Output pabrik-pabrik Korsel turun dalam empat bulan berturut-turut ke tingkat terendahnya sejak Oktober 2021 karena permintaan melemah.
"Produsen Korsel melaporkan bahwa tekanan inflasi yang kuat dan gangguan rantai pasokan yang berkelanjutan telah menghambat produksi dan permintaan di awal kuartal III," ungkap Ekonom S&P Global Market Intelligence Usamah Bhatti.
"Harga yang lebih tinggi, termasuk bahan bakar minyak, logam, dan semikonduktor mengartikan bahwa gangguan berbasis luas di seluruh sektor manufaktur," lanjutnya.
3. Jepang
Setali tiga uang, Jepang juga mencatat penurunan aktivitas manufaktur karena kenaikan harga dan gangguan pasokan. PMI manufaktur tercatat turun ke posisi 52,1 pada Juli dari 52,7 di Juni.
Menurut Bhatti, pertumbuhan manufaktur Jepang tercatat paling lambat sejak September 2021 lalu dan arus pesanan masuk mengalami kontraksi pertama sejak Februari 2022.
"Tunggakan pekerjaan meningkat yang mengisyaratkan melemahnya output lebih lanjut selama beberapa bulan mendatang," jelasnya.
4. Amerika Serikat
Penurunan kinerja manufaktur juga terjadi di Amerika Serikat. Hasil survei Institute for Supply Management, indeks aktifitas pabrik nasional di negara tersebut turun dari 53 menjadi 52,8 pada Juli lalu.
Meski angka di atas 50 menunjukkan sektor manufaktur di AS masih berkembang, tapi indeks itu merupakan yang terendah sejak Juni 2020. Ekonom menyebut inflasi tinggi menjadi salah satu pemicunya.
Ekonom di Barclays di New York Pooja Sriram mengatakan penurunan kinerja merupakan imbas dari melemahnya permintaan barang yang terjadi akibat lonjakan inflasi.
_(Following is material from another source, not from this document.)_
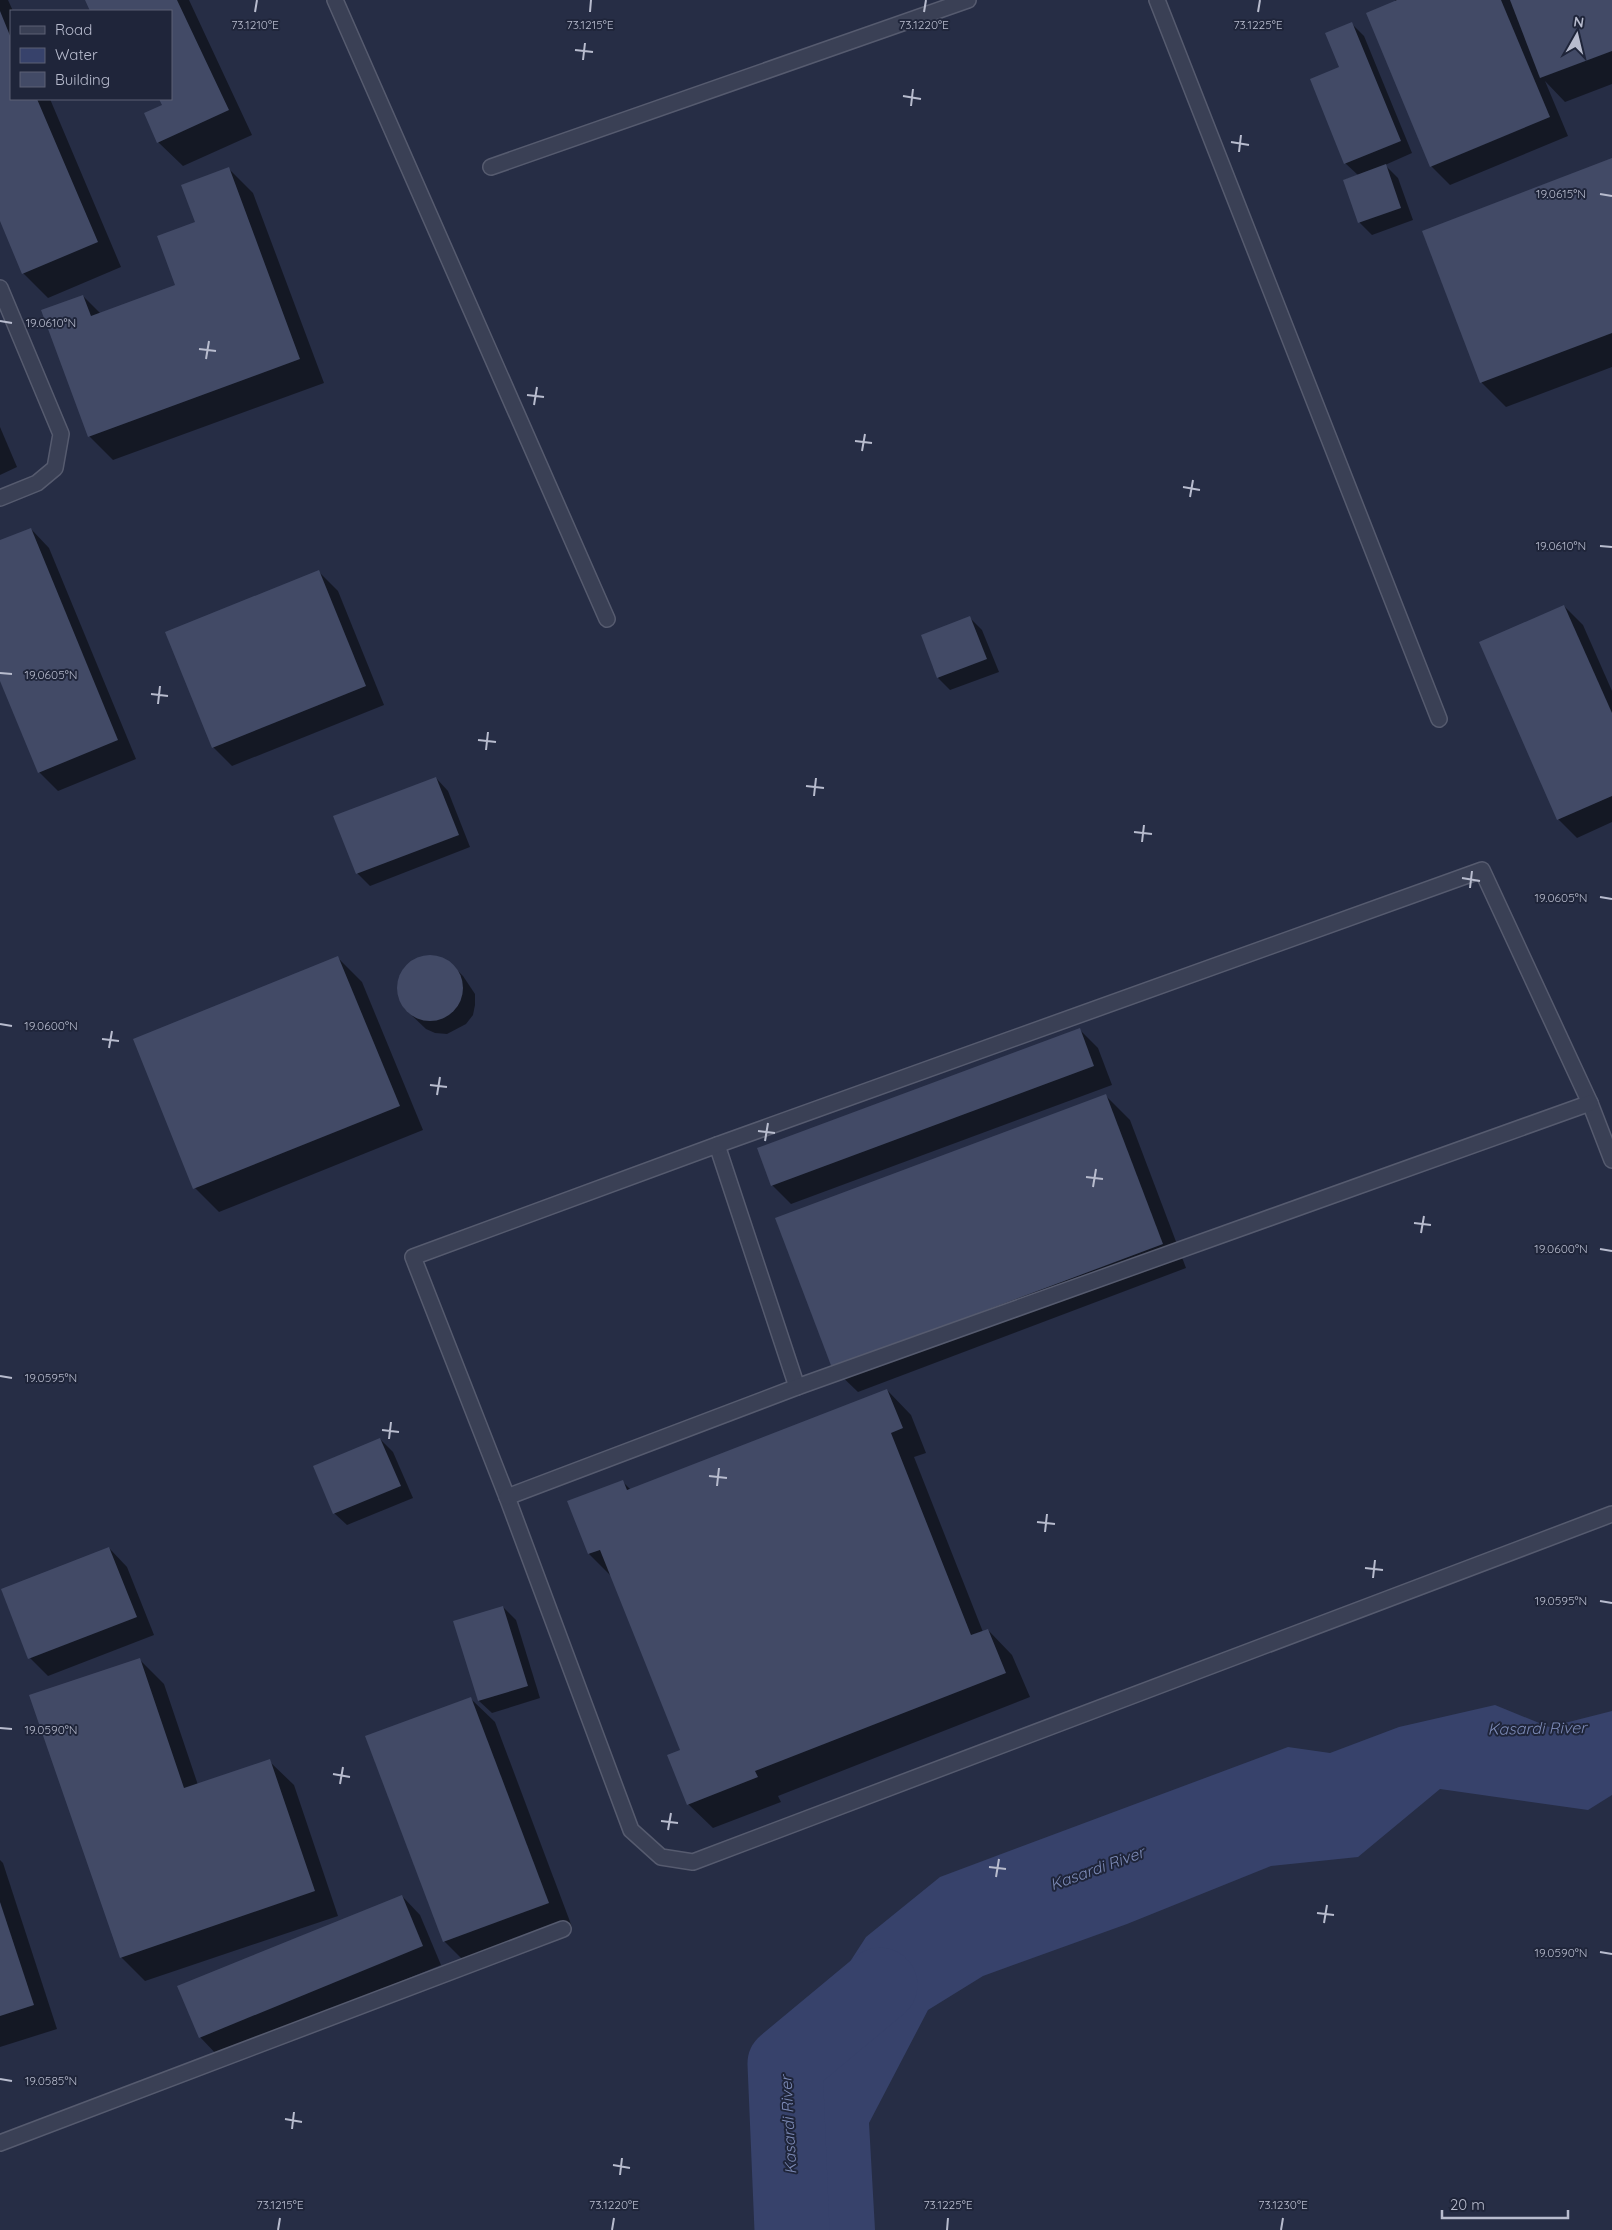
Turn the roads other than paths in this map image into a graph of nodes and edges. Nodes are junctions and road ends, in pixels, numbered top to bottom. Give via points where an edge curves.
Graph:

"Siklus pengisian kembali persediaan pascapandemi mereda di tengah melemahnya permintaan barang-barang konsumen. Ini mengintensifkan risiko pendaratan yang lebih keras di sektor manufaktur akhir tahun ini. Yang mengatakan, PMI keseluruhan masih perlu sedikit menurun untuk mencapai pembacaan yang konsisten dengan resesi ekonomi langsung," katanya.
Lalu bagaimana dengan Indonesia?
Data terkini S&P Global menunjukkan kondisi operasional seluruh sektor manufaktur Indonesia membaik dalam laju yang lebih kuat selama Juli 2022. Purchasing Managers' Index (PMI) Manufaktur Indonesia di periode tersebut mencapai 51,3 atau naik dari 50,2 di bulan sebelumnya.
Menteri Perindustrian Agus Gumiwang Kartasasmita mengatakan kenaikan PMI manufaktur dalam negeri itu ditopang naiknya permintaan domestik.
"Peningkatan PMI manufaktur pada Juli 2022 dibanding bulan sebelumnya menunjukkan kondisi ekonomi yang semakin stabil serta meningkatnya realisasi komitmen penggunaan produk dalam negeri," katanya seperti dikutip dari website Kementerian Perindustrian.